In a similar approach, the expression vectors which carry the truncated constructs of Vpu (residues 2–51, residues 2–37 and residues 28–81) were also prepared and transformed into BL21(DE3), and resulted as BL21(DE3):pHLVpu2–51, BL21(DE3): pHLVpu2–37, and BL21(DE3): pHLVpu28–81.

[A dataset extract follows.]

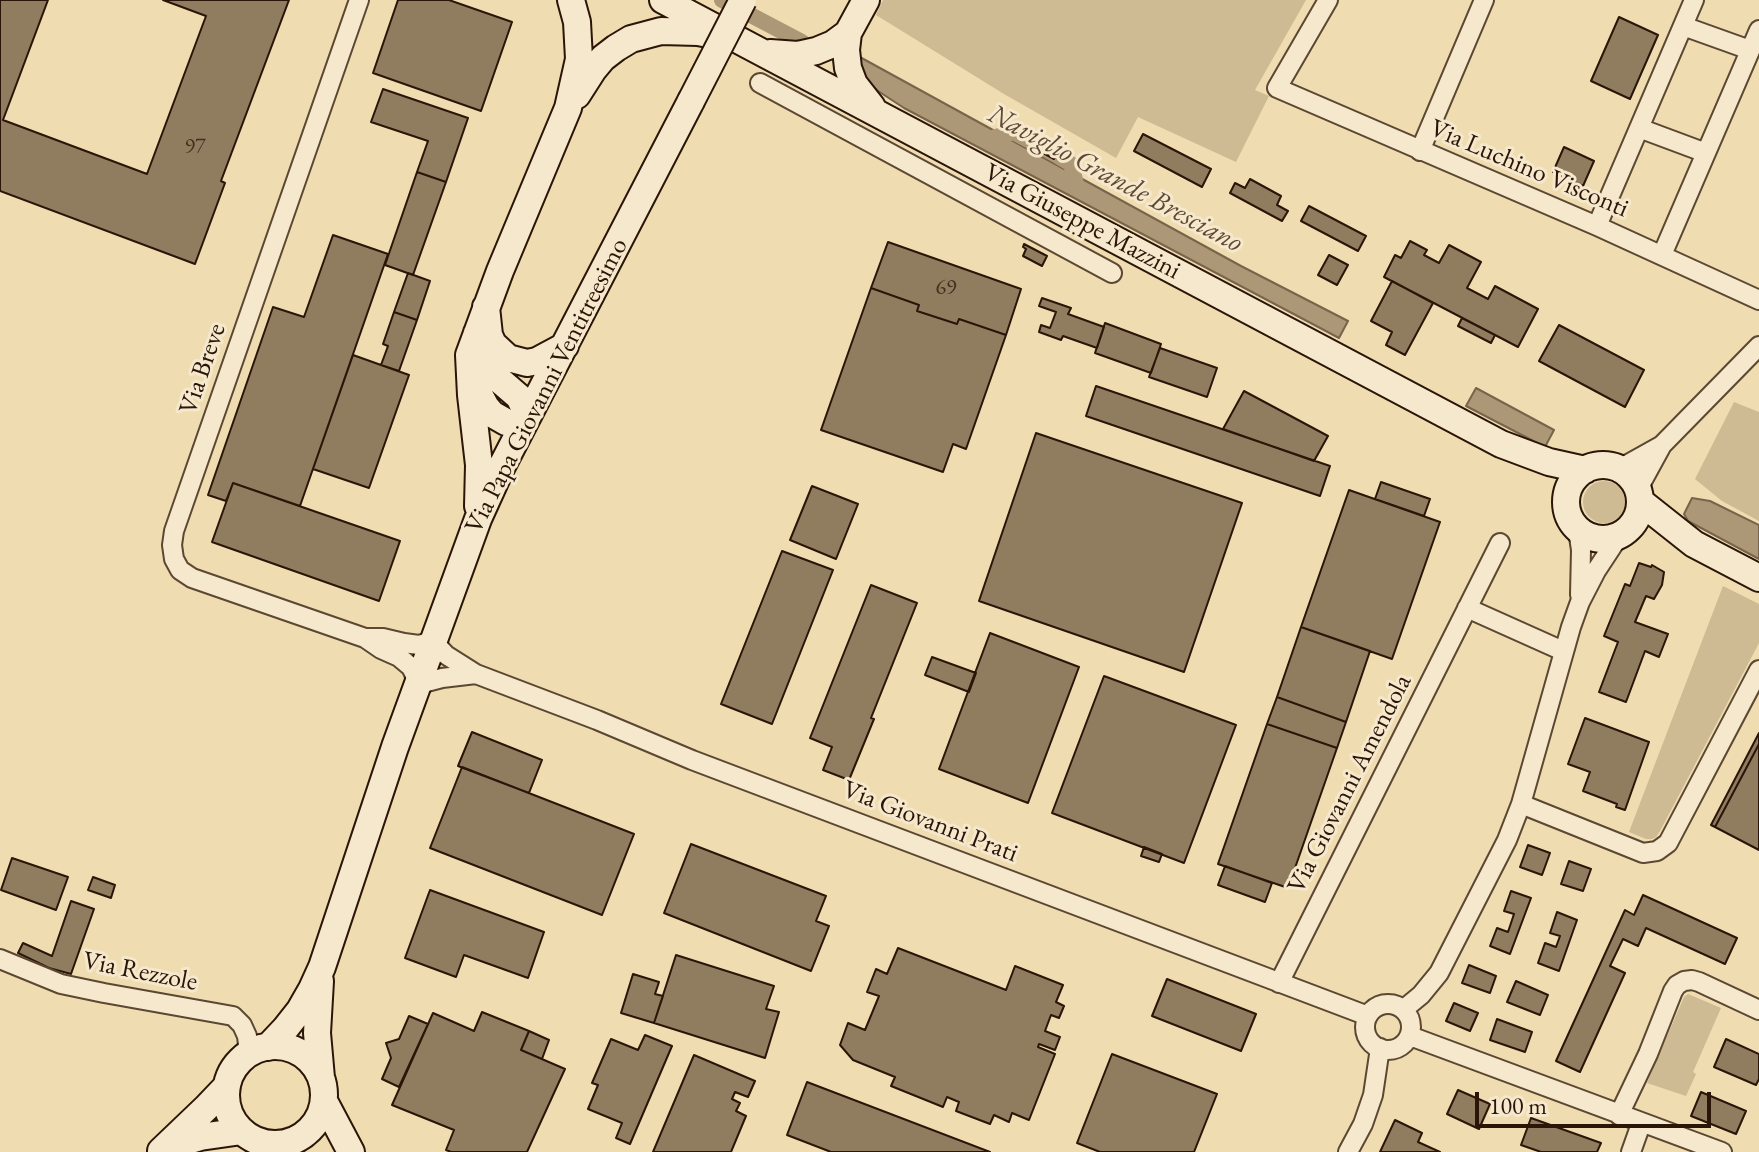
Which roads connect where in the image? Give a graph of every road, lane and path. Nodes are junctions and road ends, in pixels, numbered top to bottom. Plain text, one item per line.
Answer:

Expression of recombinant Vpu2–81, Vpu2–51, Vpu2–37, and Vpu28–81
Five mL of LB media or minimal media (7.0 g/L Na2HPO4, 3.0 g/L KH2PO4, 0.5g/L NaCl, 0.1 mM CaCl2, 1 mM MgSO4, 50 mg/L thiamin, 1% LB (v/v), 10 g/L d-glucose, and 1 g/L (NH4)2SO4) containing 100 μg/mL of ampicillin was inoculated with 10 μL of the glycerol stock of BL21(DE3):pHLVpu2–81, BL21(DE3):pHLVpu2–51, or BL21(DE3):pHLVpu28–81. For expression of isotopically labeled proteins, 15N-(NH4)2SO4 and 13C-glucose (Cambridge Isotope Laboratories, Andover, MA) were either used as the sole nitrogen and carbon source, respectively, or used in combination for 13C/15N-labeled samples. For 2H/13C/15N-labeled samples, an appropriate percentage of D2O (50%–70%) was used together with the 13C/15N-supplemented media. After 5 h at 37°C, 1 mL of the culture was used to inoculate 100 mL of the media with ampicillin. The culture was incubated at 300 rpm at 37°C overnight. The 100mL culture was centrifuged at 6,000 rpm for 10 min at 4°C and the pellet resuspended into 1 L of media. The cells were cultivated by shaking at 37°C to obtain a cell density corresponding to an absorbance at 600 nm (A600) of 0.7. Expression of the His-tag_trpΔLE_Vpu fusion protein was induced by the addition of isopropyl-β-D-thiogalactoside (IPTG) to a final concentration of 0.4 mM. Shaking was continued for another four h at 37°C until the A600 reached 0.9. The cells were subsequently harvested by centrifugation at 6,000 rpm for 10 min at 4°C, and then stored at −80°C overnight.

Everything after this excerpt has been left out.